__What is being asked__. Report every line of the records beneath this task that holds the string "turn".

== Records provided

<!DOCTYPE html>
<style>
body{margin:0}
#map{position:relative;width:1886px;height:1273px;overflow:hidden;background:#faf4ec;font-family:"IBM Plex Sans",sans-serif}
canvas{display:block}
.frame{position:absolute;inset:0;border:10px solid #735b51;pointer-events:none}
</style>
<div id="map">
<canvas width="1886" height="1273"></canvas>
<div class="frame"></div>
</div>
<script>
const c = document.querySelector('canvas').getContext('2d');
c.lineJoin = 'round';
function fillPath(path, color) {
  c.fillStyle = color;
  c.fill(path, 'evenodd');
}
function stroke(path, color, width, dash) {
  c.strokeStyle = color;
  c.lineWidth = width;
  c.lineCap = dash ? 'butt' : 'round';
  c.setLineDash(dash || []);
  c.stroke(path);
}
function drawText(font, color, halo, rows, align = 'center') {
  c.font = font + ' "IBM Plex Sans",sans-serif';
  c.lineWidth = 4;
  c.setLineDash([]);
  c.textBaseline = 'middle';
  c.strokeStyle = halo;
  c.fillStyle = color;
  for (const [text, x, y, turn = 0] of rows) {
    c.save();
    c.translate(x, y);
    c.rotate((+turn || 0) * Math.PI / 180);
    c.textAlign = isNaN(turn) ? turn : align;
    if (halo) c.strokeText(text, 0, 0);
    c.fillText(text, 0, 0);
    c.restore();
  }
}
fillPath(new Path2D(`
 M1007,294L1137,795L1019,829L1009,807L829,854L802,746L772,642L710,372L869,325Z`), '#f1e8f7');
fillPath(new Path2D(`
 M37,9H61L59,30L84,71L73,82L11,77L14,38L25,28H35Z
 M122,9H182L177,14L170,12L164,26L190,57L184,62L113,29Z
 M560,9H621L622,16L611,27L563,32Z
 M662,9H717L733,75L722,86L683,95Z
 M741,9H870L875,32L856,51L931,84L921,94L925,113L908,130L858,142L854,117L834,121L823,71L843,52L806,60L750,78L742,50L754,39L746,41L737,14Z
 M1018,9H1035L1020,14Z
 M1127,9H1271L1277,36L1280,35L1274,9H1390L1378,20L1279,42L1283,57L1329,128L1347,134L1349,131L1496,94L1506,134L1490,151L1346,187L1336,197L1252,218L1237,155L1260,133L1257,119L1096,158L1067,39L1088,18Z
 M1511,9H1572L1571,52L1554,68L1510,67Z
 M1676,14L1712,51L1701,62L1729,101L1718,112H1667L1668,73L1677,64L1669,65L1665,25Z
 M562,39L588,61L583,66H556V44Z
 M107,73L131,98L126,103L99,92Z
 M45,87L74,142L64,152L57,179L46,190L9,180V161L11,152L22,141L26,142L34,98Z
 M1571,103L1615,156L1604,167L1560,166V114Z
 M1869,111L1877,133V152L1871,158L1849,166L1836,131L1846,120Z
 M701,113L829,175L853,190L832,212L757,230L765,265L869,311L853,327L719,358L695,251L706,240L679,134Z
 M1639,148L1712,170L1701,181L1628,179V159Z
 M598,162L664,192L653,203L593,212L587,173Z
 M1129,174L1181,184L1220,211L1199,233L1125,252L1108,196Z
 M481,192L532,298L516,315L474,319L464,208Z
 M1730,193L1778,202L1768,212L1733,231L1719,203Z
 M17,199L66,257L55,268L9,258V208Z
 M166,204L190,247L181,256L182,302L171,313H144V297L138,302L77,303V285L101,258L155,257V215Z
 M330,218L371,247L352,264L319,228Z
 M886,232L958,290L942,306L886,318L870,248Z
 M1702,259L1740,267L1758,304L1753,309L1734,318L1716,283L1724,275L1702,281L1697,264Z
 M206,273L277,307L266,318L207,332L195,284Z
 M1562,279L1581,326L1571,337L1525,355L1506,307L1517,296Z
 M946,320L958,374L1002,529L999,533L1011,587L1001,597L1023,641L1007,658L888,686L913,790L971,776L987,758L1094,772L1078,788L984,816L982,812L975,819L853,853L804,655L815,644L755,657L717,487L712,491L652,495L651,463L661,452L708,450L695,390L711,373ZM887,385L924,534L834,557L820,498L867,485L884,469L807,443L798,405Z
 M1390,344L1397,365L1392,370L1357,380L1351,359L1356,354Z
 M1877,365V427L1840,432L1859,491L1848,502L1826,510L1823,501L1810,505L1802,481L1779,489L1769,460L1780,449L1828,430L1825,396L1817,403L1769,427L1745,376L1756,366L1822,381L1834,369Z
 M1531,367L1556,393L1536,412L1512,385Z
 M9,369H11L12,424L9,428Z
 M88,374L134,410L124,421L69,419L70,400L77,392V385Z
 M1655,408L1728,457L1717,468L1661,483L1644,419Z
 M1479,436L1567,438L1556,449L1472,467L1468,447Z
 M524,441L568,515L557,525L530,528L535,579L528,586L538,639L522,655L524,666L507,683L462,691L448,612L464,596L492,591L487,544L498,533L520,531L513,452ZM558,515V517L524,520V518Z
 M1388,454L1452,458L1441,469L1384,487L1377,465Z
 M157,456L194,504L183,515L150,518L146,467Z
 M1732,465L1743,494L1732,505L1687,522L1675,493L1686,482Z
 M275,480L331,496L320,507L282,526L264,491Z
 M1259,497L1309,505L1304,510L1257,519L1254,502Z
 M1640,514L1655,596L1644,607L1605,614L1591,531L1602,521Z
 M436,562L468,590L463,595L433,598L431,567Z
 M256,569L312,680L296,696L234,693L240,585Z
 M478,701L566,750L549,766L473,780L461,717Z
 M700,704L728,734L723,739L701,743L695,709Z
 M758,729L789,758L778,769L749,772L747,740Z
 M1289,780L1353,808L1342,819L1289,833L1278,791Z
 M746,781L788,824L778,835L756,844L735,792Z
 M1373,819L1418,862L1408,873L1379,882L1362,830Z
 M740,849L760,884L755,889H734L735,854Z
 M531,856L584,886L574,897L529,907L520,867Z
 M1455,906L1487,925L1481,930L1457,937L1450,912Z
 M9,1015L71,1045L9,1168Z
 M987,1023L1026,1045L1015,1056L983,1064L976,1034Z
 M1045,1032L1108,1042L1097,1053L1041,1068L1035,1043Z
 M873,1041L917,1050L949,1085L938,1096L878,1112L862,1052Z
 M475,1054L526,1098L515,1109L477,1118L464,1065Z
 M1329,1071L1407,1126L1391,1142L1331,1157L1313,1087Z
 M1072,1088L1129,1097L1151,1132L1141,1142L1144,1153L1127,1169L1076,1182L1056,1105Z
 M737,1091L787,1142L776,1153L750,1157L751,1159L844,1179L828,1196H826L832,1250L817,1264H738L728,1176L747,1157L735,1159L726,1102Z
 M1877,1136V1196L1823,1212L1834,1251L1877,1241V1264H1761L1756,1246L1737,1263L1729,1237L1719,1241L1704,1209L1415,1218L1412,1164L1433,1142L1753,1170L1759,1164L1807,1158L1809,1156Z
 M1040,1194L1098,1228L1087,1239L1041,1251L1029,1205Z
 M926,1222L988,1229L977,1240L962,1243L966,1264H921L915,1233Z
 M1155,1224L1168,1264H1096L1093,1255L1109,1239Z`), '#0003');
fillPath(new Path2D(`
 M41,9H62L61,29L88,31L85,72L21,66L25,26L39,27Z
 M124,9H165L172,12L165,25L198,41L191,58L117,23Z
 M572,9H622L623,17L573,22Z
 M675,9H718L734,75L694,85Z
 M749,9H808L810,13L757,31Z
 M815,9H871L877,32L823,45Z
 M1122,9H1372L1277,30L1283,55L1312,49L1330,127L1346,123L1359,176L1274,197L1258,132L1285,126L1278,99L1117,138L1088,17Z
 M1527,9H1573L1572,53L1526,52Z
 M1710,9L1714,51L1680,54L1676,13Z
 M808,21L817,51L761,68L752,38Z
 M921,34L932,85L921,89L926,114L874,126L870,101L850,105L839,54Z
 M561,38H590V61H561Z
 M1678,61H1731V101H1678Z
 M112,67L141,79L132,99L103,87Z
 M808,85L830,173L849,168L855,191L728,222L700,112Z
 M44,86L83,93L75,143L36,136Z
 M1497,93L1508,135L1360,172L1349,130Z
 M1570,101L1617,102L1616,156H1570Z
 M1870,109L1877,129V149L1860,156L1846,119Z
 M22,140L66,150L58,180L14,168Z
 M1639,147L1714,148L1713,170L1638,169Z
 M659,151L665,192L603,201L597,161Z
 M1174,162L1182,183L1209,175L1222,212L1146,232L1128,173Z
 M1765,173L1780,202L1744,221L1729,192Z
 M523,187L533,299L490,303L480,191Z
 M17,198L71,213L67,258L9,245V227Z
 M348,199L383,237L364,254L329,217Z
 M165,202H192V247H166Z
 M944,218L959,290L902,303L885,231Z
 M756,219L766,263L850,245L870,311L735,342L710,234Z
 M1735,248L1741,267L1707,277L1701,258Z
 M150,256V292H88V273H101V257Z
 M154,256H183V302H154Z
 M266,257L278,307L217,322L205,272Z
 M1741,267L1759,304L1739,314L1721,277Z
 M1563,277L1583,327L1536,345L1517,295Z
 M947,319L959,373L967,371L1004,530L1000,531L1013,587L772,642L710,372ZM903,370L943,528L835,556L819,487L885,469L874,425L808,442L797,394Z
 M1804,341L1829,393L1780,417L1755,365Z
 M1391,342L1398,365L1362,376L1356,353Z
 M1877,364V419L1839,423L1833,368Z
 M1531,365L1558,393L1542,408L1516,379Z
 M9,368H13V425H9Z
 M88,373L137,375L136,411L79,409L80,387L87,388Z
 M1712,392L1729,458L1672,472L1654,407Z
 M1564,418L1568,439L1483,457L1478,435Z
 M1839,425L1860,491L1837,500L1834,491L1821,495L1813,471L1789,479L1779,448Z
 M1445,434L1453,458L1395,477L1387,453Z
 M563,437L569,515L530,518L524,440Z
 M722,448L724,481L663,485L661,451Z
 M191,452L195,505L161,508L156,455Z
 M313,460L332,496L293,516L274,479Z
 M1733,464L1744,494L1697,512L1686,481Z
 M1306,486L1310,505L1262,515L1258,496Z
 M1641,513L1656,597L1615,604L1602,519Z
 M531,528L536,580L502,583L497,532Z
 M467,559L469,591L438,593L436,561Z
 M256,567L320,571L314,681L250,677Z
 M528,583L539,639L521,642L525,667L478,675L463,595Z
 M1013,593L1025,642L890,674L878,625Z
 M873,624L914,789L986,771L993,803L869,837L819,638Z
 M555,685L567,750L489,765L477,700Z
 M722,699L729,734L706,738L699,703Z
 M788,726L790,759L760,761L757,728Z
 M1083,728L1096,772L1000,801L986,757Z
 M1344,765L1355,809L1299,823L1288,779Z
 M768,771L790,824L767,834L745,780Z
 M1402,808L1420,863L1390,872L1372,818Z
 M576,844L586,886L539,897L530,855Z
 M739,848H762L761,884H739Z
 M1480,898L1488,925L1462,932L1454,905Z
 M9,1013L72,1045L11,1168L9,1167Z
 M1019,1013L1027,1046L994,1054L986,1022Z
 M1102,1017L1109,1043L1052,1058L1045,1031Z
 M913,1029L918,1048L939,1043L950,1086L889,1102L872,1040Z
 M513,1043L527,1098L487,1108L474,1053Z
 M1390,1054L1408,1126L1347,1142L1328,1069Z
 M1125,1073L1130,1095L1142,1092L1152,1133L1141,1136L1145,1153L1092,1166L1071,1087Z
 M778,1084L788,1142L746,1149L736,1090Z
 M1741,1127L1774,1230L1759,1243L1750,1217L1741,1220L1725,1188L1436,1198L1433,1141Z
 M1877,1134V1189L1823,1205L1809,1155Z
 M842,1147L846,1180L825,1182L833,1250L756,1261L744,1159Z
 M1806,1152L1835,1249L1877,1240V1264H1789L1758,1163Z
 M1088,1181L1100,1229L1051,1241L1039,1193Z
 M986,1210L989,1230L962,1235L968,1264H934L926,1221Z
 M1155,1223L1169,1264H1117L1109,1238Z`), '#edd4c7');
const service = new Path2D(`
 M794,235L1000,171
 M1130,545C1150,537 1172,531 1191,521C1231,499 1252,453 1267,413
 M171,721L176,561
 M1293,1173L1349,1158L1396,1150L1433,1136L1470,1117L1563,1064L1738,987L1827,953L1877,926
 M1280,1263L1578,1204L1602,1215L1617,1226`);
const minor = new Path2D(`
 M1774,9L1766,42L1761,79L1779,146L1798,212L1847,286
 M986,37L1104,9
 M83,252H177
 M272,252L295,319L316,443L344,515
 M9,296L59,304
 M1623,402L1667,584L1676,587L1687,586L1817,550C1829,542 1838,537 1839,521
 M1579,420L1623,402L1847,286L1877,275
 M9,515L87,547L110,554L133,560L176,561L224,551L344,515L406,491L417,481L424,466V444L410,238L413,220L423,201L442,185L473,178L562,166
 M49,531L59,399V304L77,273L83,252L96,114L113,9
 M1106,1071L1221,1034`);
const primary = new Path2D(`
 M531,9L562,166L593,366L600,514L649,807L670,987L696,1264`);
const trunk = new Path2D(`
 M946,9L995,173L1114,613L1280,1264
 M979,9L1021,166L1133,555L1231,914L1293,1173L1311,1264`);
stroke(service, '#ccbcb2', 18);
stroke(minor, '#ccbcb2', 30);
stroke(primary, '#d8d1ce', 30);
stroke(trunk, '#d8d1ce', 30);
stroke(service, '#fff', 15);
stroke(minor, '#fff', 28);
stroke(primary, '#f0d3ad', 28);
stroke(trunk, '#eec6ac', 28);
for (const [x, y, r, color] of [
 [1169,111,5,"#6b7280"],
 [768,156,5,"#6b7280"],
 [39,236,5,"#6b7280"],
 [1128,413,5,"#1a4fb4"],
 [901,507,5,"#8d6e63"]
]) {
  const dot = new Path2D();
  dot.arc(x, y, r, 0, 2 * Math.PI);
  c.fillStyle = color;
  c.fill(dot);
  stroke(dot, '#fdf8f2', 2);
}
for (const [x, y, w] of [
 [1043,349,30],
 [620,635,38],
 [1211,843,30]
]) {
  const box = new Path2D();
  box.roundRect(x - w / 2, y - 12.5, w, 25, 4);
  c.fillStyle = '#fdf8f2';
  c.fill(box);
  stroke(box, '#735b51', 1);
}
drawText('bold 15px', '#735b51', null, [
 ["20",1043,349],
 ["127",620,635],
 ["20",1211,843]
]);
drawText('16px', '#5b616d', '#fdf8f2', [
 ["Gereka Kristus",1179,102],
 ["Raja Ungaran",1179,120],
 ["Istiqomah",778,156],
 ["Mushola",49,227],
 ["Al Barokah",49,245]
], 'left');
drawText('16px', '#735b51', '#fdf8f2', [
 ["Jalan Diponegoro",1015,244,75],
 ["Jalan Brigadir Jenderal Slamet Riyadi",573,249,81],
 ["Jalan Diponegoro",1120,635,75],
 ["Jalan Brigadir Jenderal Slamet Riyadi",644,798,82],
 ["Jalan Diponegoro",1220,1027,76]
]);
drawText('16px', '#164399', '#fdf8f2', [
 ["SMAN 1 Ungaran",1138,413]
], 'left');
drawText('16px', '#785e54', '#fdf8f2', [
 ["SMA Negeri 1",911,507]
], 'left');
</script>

====

__Expected answer__.
  for (const [text, x, y, turn = 0] of rows) {
    c.rotate((+turn || 0) * Math.PI / 180);
    c.textAlign = isNaN(turn) ? turn : align;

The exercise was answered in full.